# What is required
Only the number is needed: how many lines in the entries below contain the string "الحاب"?

Collected data entries
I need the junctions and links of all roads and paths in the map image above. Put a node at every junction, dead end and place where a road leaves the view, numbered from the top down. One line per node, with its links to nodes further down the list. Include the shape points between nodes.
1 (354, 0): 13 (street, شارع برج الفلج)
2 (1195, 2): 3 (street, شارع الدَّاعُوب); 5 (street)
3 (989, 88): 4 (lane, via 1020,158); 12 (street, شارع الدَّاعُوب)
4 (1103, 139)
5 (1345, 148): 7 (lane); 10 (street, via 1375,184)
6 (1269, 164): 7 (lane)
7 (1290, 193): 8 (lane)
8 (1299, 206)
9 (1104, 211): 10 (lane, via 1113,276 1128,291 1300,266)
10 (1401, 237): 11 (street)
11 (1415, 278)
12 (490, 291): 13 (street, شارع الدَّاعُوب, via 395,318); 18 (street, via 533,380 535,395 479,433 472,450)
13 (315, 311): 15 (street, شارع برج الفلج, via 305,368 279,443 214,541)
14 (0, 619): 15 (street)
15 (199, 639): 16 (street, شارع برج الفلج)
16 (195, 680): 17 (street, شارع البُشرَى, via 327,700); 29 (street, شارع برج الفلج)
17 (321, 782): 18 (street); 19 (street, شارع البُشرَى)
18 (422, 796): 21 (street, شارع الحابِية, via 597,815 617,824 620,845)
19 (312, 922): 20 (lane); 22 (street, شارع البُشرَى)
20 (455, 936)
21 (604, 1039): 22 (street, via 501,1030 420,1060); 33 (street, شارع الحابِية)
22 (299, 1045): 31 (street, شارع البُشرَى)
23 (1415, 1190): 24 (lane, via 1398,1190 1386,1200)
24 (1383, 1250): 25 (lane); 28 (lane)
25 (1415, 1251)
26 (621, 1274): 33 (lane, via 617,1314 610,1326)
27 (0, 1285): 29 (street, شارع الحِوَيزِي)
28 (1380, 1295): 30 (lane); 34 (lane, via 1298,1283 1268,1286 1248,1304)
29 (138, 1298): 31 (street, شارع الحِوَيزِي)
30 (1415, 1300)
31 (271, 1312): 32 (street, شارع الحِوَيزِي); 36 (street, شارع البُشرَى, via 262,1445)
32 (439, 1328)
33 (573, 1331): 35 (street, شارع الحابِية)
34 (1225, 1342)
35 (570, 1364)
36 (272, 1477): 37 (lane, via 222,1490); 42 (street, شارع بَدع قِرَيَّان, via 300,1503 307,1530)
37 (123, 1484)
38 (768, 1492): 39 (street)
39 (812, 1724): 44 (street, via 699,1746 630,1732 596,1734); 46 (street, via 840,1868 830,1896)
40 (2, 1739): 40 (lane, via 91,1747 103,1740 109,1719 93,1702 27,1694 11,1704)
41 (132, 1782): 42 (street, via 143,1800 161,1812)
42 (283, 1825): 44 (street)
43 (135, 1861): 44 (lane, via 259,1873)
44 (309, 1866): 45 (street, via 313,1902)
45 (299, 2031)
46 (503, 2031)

# Answer space
3